I suspect, although I don’t 100% know for sure, that the individual Pilot receives details of why the panel sought to award the various sanctions - be it a letter, test, course, retraining or further action. I would also suggest that it is right that the details are not shared with everyone as they would be trying to protect the individual’s reputation by not publicising it? Surely, at this level it is a private matter between the individual and the Authority? Only if and when it goes to Court, should it be a public matter?

Best, Gaz


My thoughts are that it should not be hidden, but that the details of pilot and plane be anonymised, the instance then shared for all because otherwise 'There but for the grace of God go I'.

I thought exactly the same when the occurrences, which previously were published by the CAA monthly, suddenly were only allowed to be viewed by those with 'a legitimate need to see them'. I used to read the transcripts if only to allow myself the foresight to avoid being involved in such an occurrence myself.
User avatar
By Full Metal Jackass
#1705859
kanga wrote:.. but if it comes to a prosecution, successful or not, the pilot's name will be public ..

viewtopic.php?f=1&t=112833


Colour me skeptical but I thought we should be working towards avoiding infringements, a prosecution is all well and good but for the sake of learning from the mistakes of others, shouldn’t the infringements be shared rather than the punishments „pour encourager les autres.“


Sent from my iPhone using Tapatalk
User avatar
By Cub
#1705885
Full Metal Jackass wrote:
kanga wrote:.. but if it comes to a prosecution, successful or not, the pilot's name will be public ..

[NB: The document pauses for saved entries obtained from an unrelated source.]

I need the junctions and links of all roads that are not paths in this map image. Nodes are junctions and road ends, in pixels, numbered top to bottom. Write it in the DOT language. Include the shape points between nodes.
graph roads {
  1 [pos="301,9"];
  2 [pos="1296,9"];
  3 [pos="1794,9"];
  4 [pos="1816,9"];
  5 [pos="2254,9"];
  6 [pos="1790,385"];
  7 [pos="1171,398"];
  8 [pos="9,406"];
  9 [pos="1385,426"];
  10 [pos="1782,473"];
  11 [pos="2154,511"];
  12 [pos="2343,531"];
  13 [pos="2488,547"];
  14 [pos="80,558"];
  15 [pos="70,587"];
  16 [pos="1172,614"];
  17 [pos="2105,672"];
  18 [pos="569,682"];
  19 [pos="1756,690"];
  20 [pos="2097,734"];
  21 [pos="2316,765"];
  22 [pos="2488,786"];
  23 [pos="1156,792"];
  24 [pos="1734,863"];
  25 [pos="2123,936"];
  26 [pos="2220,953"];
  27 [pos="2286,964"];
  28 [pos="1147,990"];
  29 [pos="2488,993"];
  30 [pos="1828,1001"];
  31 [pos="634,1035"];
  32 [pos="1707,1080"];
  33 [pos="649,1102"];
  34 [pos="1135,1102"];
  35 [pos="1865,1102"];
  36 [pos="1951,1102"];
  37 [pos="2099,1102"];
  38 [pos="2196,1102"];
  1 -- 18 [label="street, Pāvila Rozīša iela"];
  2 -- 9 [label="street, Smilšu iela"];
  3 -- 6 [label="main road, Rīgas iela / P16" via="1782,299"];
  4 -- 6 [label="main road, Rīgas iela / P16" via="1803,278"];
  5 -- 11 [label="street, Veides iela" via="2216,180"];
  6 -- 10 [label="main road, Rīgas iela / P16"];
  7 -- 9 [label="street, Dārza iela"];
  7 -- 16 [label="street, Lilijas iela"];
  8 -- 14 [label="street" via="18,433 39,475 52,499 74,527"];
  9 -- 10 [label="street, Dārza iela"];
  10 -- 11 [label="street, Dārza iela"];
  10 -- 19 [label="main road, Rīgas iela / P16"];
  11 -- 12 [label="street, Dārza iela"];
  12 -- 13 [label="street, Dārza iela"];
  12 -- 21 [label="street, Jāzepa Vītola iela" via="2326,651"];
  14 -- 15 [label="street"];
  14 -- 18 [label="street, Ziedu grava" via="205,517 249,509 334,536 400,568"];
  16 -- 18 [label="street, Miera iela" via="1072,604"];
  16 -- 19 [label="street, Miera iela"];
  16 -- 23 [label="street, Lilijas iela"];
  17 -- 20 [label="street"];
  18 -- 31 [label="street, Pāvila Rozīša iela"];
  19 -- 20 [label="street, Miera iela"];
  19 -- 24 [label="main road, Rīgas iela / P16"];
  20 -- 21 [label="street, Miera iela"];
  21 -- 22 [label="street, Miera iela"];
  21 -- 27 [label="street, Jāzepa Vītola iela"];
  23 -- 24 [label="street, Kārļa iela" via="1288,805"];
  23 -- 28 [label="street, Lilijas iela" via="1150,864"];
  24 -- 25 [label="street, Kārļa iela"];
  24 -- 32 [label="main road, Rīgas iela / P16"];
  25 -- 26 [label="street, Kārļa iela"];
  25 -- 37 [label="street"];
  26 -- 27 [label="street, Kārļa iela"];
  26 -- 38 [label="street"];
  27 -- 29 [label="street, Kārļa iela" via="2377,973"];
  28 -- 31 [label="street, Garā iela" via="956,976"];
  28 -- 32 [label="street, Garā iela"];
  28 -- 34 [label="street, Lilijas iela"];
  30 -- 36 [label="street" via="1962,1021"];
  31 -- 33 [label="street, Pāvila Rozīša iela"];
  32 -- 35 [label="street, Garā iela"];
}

viewtopic.php?f=1&t=112833


Colour me skeptical but I thought we should be working towards avoiding infringements, a prosecution is all well and good but for the sake of learning from the mistakes of others, shouldn’t the infringements be shared rather than the punishments „pour encourager les autres.“


Sent from my iPhone using Tapatalk


Perhaps in lieu of prosecuting the more serious or repeat infringing pilots, we should consider delivering some form of educational course, based around the causal factors that lead to infringements?

Perhaps we could get a highly respective aviation safety charity to deliver the course on a cost covering basis in order to ensure the focus is on lesson learning, safety and a ‘Just Culture’?

FFS

Tim was correct. This really is the Dementor thread. Sucking the will to live out of GA.
User avatar
By defcribed
#1705900
Well, you're welcome to go flying rather than read it or post on it...

The range of fines in those prosecutions is surprising. I guess they must be multiple of income. Fairly big fines for false medical declarations but some very small ones for serious airspace busts.

I love the titles - CAA Successful Prosecutions. Would love to read about the unsuccessful ones - do we think there are many?